Saturday 14 March 2015

Gobsmacked

Earlier this week Irish Social Media and regular media, were having the vapours about a dramatic example of racism in Ireland. A mind-your-own-business Spanish tourist was sitting in a St*"!*cks in Dublin, when a drunken yob hucked a lunger and spat in his face, shouted "Foreigners" and swept out of the cafe. According to the reports, everyone in the cafe was gobsmacked and didn't stir to apprehend the perp. Actually, of course, only one man in the place was smacked by gob: the rest were just having an attack of bystander effect. As the drunk left the premises, it is reported that a beer bottle fell from his his pocket and smashed on the ground - a telling metaphor for his condition: would it count as pathetic fallacy? It is certainly pathetic journalism because it avoids the difficult bits: we can all now suck our teeth and tsk-tsk because we would none of us be guilty of such a flagrant breach of good manners and so by extension we are not racist.  Hmmm?  Not the teensy tiniest bit racist?

I've written before about, say, bus-drivers being clever enough to note the colour of a passenger's skin but too dense and benighted in their ethics to ignore it.  If you have a black person in front of you, you can casually ignore them, or pause before serving them, or find a reason why their kettle just cannot be fixed.  But how do you work it out from an e-mail?

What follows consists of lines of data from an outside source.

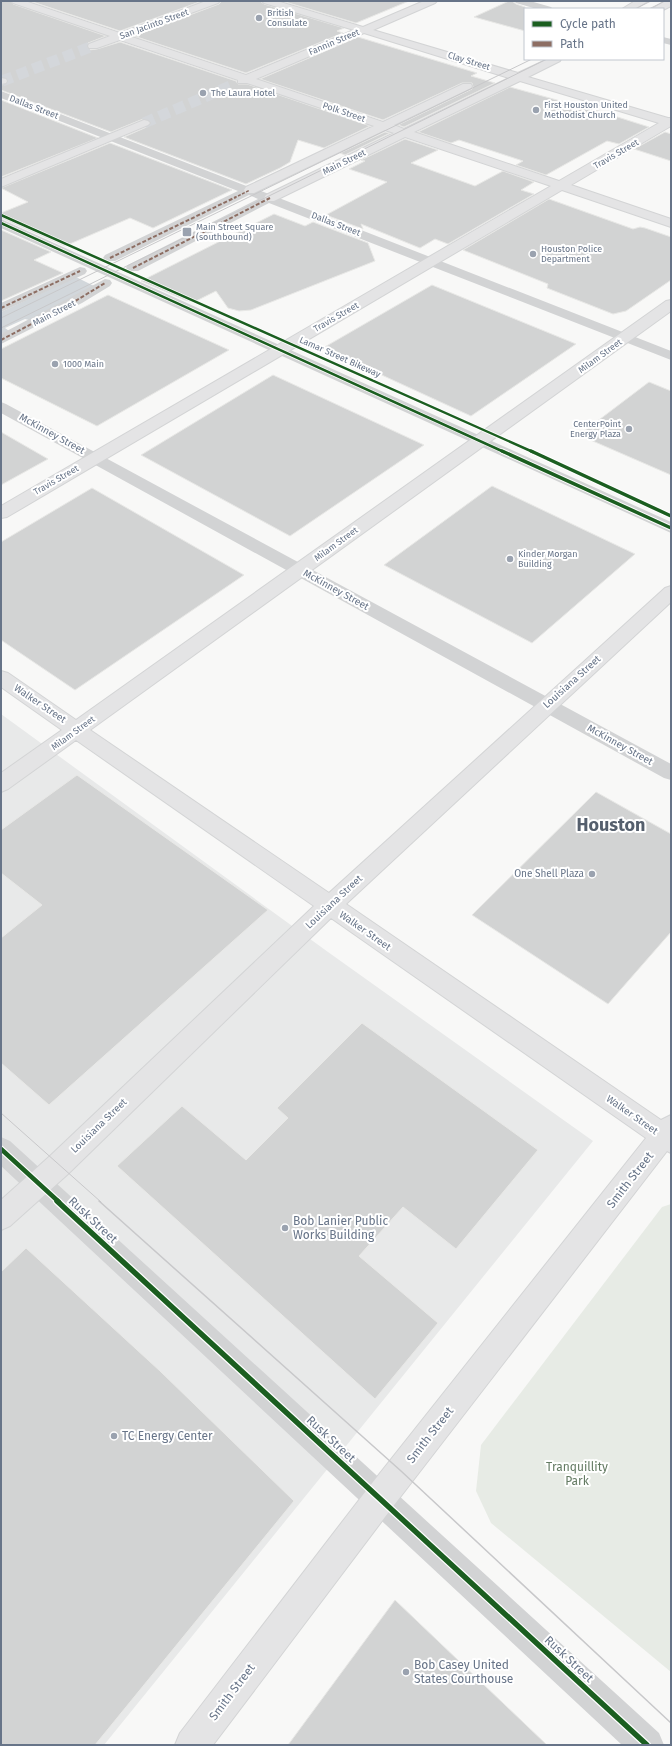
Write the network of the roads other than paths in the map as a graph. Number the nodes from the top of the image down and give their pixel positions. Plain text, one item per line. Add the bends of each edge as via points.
1 (16, 1) edge
2 (215, 1) edge
3 (267, 1) edge
4 (432, 1) edge
5 (519, 1) edge
6 (643, 1) edge
7 (671, 2) edge
8 (544, 8) edge
9 (629, 8) edge
10 (659, 8) edge
11 (363, 30) junction
12 (121, 36) junction
13 (93, 46) tunnel mouth
14 (554, 60) edge
15 (510, 65) dead end
16 (500, 70) junction
17 (520, 77) junction
18 (248, 79) junction
19 (235, 84) tunnel mouth
20 (1, 94) edge
21 (670, 122) edge
22 (144, 123) tunnel mouth
23 (384, 125) junction
24 (406, 132) junction
25 (112, 136) junction
26 (1, 184) edge
27 (562, 185) junction
28 (250, 190) junction
29 (270, 198) junction
30 (1, 223) edge
31 (671, 223) edge
32 (110, 258) dead end
33 (431, 261) junction
34 (133, 268) dead end
35 (80, 271) dead end
36 (105, 283) dead end
37 (671, 304) edge
38 (1, 308) edge
39 (624, 338) junction
40 (1, 340) edge
41 (280, 350) junction
42 (671, 356) edge
43 (1, 407) edge
44 (480, 441) junction
45 (94, 458) junction
46 (1, 513) edge
47 (671, 528) edge
48 (300, 570) junction
49 (671, 592) edge
50 (1, 678) edge
51 (546, 705) junction
52 (77, 729) junction
53 (671, 773) edge
54 (1, 784) edge
55 (329, 906) junction
56 (669, 1135) edge
57 (1, 1149) edge
58 (38, 1183) junction
59 (1, 1217) edge
60 (380, 1498) junction
61 (192, 1745) edge
62 (647, 1745) edge

1 - 12 main road, Polk Street
2 - 12 main road, San Jacinto Street
3 - 11 main road, Clay Street
4 - 11 main road, Fannin Street
5 - 8 street
6 - 9 main road
7 - 10 main road
11 - 16 main road, Clay Street
11 - 18 main road, Fannin Street
12 - 13 main road, San Jacinto Street
12 - 18 main road, Polk Street
14 - 17 main road, Main Street
15 - 16 main road, Main Street
16 - 17 main road, Clay Street
16 - 23 main road, Main Street
17 - 21 main road, Clay Street
17 - 24 main road, Main Street
18 - 19 main road, Fannin Street
18 - 23 main road, Polk Street
20 - 25 street, Dallas Street
21 - 27 main road, Travis Street
22 - 25 main road
23 - 24 main road, Polk Street
23 - 28 main road, Main Street
24 - 27 main road, Polk Street
24 - 29 main road, Main Street
25 - 26 main road
25 - 28 street, Dallas Street
27 - 31 main road, Polk Street
27 - 33 main road, Travis Street
28 - 29 street, Dallas Street
28 - 32 street, Main Street
29 - 33 street, Dallas Street
29 - 34 street, Main Street
30 - 41 street
33 - 39 street, Dallas Street
33 - 41 main road, Travis Street
35 - 38 street
36 - 40 street, Main Street
37 - 39 main road, Milam Street
39 - 42 street, Dallas Street
39 - 44 main road, Milam Street
41 - 44 street
41 - 45 main road, Travis Street
43 - 45 street, McKinney Street
44 - 47 street
44 - 48 main road, Milam Street
45 - 46 main road, Travis Street
45 - 48 street, McKinney Street
48 - 51 street, McKinney Street
48 - 52 main road, Milam Street
49 - 51 main road, Louisiana Street
50 - 52 main road, Walker Street
51 - 53 street, McKinney Street
51 - 55 main road, Louisiana Street
52 - 54 main road, Milam Street
52 - 55 main road, Walker Street
55 - 56 main road, Walker Street
55 - 58 main road, Louisiana Street
56 - 60 main road, Smith Street
57 - 58 street, Rusk Street
58 - 59 main road, Louisiana Street
58 - 60 street, Rusk Street
60 - 61 main road, Smith Street
60 - 62 street, Rusk Street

It's the surname stupid!  The EU optimistically claims that there are 140,000 speakers of Irish in Ireland and some of them have gone back to an ancient parchment deed and brought to life an exotic and largely romantic version of their ordinary surname.  See if you can guess what Ceallacháin, Ní Dhulchaointigh, Muimhneacháin, and Seoighe were two generations ago when (being) Irish was distinctly unsexy.  I don't know of any case where the Irish version has fewer letters than the terse English equivalent - Churchill, famous for his use of Anglo-Saxon terms recommended "Broadly speaking, the short words are the best, and the old words best of all."  He got a Nobel Prize for Literature [1953], so he must be correct; although to give Churchill the Nobel Prize was a decision somewhere on the spectrum of bonkers to deeply unimaginative.

Nobody is going to refuse to interview Ms Seoighe, not least because she is symmetrical, but if a CV comes in from Ms Al Malaawi, or Mr Rakotodramananana, it must be easy to imagine trouble with English, let alone trouble with clients or office-mates, and put it to one side.  One of my mature students, a charming PakistanIrish addition to multicultural Ireland used to be manager of a section of fast-food franchises - he was told by his boss not to employ "any blacks" because Irish people didn't like to be served by such people.

I'm getting all cross about this because I teach at The Institute and this last year, I've had an intense six hours every week with about half final year project students. One thing that distinguishes an Institute degree from a University degree is that the former requires a minimum of 12 weeks in a work placement.  That's a good thing, I reckon: we try to deliver a "good pair of hands" into the work-force rather than someone who has succeeded entirely in their head. A couple of my final cohort have been getting antsy about finding an internship this Summer and have asked me for help. At the next class I had a straw poll of all the students [N=16] which revealed the data in the table above-left [N=4 missing data].  All but one of the white (including the Russian) folks have secured their position while none of the dusky brigade have (including a Malaysian). It's a small enough sample but Fisher's exact test shows that it is statistically significant, so unlikely to be due to random bad luck.

In Environmental Chemistry, in discussion of water pollution we recognise point sources and diffuse sources.  The former are much easier to deal with: if all the fish go belly-up downstream from the cheese factory, it is a racing certainty that someone has left the whey-discharge tap open all night and the EPA can prosecute. But nitrate run-off into Irish waters? That's an unavoidable part of the human condition in the modern farming world, everyone is guilty and it is therefore futile to point fingers.  It's like that with the social pollution of racism: we can, if we have moral courage and dare risk a biffing, run after the gobber described above and point out the errors of his ways.  Or, more likely, we can feel ashamed that we didn't act quick enough to do so.

It is much more difficult to recognise our own casual racism and do something about that.